Monday, 24 October 2011


I can't begin to describe the weather we've had for weeks now. Let's just say everything is sodden, including my poor hens, who forget to come out of the coop even in the rare dry moments.

At times like this I work on background research, e.g. looking for identifications for species that I didn't manage to name previously.

So it is with great pleasure that I have found the name for a leafhopper that I photographed on 8th July 2007:

The leafhopper Eupterix urticae - a nettle associate
Not the best of shots, but enough to identify it as Eupteryx urticae, which is associated with nettles. Over 4 years for an identification, but better late than never.

The original page can be found here, and I can confirm that it is an adult, and not a nymph, even at 3mm. long.

At this time, I also work on my powerpoint presentations for next year. I make two different wildlife talks for each year: one for adults and the other for schools. (I also have one that I use for talks for photographic societies).
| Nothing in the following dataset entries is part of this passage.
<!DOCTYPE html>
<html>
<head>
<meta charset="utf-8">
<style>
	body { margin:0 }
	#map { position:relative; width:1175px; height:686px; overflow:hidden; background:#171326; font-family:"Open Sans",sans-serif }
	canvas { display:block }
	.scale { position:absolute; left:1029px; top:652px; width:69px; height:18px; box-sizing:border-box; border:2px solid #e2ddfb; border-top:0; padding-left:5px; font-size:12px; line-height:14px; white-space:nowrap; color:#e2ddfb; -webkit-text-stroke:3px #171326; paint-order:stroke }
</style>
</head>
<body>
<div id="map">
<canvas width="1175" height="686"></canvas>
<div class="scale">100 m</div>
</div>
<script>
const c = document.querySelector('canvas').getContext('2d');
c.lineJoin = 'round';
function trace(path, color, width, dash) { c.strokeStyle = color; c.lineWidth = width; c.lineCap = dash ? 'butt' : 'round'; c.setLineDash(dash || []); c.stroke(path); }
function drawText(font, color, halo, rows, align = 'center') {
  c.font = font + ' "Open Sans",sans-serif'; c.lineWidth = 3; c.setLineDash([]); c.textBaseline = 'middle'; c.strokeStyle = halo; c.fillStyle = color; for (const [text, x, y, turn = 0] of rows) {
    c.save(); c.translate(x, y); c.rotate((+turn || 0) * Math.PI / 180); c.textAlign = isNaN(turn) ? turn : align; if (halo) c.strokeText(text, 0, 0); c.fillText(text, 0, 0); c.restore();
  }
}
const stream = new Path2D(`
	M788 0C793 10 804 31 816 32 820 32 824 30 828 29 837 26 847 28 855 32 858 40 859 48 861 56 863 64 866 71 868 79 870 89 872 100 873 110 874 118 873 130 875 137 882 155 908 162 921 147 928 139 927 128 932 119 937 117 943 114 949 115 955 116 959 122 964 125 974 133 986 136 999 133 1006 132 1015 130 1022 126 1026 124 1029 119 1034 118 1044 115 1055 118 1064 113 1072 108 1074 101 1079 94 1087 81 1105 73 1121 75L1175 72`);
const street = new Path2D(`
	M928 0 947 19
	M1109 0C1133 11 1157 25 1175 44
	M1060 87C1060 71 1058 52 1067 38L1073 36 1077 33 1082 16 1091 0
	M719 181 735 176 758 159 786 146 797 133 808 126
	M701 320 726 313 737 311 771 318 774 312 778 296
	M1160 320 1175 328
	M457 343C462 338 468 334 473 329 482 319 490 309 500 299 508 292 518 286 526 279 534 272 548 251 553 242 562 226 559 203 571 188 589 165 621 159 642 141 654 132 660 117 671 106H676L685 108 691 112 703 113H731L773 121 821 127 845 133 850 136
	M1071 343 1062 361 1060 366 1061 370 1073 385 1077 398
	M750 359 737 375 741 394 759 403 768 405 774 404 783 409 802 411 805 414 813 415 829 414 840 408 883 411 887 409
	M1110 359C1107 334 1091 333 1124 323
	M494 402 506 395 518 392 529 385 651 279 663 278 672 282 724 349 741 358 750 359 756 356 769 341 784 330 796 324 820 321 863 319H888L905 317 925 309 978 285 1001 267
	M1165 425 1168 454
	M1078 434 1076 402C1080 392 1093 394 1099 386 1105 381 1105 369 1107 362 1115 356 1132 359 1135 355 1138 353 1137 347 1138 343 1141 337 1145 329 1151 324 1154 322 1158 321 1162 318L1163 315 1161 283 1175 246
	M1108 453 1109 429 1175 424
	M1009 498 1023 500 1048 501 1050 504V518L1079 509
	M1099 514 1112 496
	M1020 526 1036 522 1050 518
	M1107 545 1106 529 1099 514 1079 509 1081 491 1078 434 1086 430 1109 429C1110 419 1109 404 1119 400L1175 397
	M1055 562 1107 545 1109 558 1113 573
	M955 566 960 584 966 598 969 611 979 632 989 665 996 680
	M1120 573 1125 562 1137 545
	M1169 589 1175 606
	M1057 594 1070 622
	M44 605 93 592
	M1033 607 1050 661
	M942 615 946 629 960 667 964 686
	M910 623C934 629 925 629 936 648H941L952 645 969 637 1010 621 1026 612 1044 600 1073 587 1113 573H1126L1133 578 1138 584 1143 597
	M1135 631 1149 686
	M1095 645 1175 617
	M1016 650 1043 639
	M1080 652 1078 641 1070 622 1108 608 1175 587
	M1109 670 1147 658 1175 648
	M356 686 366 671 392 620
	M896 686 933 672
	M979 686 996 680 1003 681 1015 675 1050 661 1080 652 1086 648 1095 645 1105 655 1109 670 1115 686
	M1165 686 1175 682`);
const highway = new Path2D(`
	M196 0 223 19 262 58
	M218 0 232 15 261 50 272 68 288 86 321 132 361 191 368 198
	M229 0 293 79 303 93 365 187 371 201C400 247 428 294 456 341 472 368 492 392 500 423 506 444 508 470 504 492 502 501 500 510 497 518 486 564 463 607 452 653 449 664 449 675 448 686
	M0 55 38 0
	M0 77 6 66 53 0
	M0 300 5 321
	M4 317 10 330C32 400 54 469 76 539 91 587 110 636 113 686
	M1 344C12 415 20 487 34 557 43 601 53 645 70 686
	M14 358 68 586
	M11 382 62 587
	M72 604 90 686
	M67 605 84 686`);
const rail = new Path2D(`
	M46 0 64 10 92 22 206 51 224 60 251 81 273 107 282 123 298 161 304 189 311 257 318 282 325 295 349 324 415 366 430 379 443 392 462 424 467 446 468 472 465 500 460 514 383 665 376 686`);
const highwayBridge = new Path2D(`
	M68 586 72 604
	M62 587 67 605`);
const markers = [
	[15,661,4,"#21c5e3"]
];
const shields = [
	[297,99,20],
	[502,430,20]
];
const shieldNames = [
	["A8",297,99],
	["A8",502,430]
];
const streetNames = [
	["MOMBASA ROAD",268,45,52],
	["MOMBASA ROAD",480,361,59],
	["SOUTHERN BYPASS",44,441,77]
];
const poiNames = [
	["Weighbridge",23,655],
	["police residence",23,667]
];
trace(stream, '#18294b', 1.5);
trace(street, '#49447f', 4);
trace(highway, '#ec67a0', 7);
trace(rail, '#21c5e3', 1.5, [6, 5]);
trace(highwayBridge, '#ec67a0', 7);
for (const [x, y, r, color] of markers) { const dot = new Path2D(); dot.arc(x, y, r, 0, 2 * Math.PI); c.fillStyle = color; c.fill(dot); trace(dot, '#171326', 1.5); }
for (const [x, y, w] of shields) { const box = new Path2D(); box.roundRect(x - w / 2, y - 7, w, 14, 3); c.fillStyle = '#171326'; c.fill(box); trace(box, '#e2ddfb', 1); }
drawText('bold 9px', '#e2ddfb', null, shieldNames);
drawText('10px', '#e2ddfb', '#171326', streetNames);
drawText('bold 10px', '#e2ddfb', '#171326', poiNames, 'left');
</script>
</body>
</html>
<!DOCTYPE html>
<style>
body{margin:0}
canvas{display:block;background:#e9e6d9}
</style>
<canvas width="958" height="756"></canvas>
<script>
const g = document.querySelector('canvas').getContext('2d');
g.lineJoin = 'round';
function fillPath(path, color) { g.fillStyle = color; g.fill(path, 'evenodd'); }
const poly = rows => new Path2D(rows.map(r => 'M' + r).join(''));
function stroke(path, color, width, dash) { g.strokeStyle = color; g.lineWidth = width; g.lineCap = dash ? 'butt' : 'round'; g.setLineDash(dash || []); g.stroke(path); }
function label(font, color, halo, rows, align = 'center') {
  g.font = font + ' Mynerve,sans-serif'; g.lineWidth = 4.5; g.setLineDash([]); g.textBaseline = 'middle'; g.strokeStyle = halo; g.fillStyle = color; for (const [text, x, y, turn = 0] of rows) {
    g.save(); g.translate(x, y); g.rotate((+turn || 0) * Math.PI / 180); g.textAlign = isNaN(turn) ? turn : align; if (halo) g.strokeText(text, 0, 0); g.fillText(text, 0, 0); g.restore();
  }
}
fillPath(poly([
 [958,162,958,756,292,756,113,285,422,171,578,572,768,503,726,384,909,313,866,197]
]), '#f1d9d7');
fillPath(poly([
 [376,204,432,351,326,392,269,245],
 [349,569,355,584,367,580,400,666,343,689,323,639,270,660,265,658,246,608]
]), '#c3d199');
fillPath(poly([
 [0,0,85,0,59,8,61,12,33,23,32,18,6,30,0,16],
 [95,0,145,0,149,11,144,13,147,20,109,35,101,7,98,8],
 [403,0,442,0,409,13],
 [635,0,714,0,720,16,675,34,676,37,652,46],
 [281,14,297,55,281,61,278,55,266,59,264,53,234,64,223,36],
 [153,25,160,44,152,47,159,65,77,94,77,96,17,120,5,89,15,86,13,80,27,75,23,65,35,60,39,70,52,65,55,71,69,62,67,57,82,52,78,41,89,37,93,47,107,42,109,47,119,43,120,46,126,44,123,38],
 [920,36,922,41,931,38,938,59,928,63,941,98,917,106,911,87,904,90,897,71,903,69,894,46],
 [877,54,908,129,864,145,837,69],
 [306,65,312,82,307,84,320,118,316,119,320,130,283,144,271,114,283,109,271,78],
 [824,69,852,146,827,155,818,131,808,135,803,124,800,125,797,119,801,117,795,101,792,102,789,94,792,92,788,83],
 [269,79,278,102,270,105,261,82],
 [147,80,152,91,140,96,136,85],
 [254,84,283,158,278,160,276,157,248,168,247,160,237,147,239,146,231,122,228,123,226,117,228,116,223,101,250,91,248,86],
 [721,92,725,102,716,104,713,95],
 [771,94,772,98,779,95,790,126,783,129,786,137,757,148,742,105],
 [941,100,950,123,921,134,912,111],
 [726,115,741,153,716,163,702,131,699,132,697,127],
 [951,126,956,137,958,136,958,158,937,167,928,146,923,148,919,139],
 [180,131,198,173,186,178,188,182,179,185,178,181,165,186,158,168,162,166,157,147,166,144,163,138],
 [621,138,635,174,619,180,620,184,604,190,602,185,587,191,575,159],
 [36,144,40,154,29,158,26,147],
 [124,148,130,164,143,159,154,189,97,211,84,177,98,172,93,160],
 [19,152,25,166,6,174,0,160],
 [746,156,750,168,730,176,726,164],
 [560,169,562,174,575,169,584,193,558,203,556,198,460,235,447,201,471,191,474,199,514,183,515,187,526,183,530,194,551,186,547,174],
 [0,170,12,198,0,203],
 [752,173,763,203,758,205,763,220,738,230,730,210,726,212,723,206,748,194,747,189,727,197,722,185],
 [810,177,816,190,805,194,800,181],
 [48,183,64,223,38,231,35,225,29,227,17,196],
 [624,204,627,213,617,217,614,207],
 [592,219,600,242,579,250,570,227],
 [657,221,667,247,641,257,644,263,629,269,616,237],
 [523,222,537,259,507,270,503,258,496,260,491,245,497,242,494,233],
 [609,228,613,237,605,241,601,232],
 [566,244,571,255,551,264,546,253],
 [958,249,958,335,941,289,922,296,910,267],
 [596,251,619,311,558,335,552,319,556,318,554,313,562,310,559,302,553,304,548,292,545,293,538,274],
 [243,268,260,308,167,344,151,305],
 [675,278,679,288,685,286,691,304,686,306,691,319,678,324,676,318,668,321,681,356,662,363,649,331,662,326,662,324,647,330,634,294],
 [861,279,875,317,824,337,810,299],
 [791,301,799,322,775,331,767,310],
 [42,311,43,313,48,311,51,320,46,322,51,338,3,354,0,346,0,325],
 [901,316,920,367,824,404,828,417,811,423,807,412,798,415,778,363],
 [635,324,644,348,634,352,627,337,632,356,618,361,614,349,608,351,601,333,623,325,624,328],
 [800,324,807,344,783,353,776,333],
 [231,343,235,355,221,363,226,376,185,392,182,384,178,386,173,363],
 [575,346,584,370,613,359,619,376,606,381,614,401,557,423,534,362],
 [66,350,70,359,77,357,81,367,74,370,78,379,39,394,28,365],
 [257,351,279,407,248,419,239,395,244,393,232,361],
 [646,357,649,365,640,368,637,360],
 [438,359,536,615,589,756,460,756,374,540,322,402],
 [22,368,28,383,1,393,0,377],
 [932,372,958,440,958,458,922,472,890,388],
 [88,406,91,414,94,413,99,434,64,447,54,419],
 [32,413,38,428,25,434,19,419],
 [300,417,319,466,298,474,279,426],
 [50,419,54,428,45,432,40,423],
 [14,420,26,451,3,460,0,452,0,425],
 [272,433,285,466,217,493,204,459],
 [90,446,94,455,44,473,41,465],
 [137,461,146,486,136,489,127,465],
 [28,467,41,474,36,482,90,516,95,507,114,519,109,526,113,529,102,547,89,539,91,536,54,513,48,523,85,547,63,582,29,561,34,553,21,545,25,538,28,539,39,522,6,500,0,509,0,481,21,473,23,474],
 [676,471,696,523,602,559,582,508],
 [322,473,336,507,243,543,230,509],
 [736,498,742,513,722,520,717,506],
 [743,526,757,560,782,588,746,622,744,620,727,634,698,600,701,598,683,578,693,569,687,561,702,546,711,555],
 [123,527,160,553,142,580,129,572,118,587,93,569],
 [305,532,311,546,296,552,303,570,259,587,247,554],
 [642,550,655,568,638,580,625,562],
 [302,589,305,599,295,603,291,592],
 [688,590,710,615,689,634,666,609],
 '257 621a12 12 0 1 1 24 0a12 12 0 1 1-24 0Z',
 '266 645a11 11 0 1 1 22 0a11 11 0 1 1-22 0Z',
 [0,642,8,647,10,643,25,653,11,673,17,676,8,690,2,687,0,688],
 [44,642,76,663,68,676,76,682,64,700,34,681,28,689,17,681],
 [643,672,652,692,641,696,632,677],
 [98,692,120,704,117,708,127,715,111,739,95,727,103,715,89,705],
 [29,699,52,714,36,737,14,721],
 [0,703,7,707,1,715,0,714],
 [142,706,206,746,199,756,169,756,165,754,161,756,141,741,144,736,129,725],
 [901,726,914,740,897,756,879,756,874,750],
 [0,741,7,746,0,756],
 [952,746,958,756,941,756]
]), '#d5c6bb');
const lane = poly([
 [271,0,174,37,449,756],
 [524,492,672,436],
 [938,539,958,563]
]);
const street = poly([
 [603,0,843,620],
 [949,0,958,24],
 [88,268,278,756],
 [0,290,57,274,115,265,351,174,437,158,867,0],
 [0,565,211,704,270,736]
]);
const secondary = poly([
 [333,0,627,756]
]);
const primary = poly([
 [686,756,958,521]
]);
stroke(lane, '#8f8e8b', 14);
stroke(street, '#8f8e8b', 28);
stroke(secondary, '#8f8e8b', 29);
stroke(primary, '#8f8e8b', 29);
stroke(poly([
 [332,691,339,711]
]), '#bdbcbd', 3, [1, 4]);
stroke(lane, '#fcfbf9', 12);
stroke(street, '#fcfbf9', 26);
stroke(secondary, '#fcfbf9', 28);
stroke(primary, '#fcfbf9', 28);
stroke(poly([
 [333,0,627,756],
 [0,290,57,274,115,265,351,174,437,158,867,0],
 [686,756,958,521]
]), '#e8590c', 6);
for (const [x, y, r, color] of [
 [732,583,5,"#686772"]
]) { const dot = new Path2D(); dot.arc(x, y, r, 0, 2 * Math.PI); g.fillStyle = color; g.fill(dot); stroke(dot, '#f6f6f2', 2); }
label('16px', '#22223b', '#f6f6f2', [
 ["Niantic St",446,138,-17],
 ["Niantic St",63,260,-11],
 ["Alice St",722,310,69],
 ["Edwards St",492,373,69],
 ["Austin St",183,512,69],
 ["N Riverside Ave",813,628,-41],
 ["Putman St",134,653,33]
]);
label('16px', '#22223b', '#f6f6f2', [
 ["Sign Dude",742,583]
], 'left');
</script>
I like to make my talks as interesting and useful as possible, drawing on the photographs that I take and the research that I carry out. If you have found anything on my website to be of particular interest, then drop me a comment and I'll see if I can include it.


Toffeeapple said...

That's a pretty little thing. You certainly are a patient man!

Caroline Gill said...

Your blog inspires so much enthusiasm, Stuart. What an icredible markings on the Leaf Hopper ... have never seen one like that. We have just moved from Swansea to Suffolk, so I'm hoping to see a different selection of wildlife. Have already seen Avocets for the first time, but as yet, only at some distance.

Gill said...

<> You will, Caroline, I'm sure. Great to see the avocets but don't neglect the little things. Just look at Stuart's pages and the wonder there is out there in tiny plants, insects, fungi, spiders,....

Stuart said...

I'd also like to see an avocet. I like it all, really, but the reason I concentrate on the small stuff is because the birds and mammals are already well-served. (And telephoto lenses are very expensive, too.)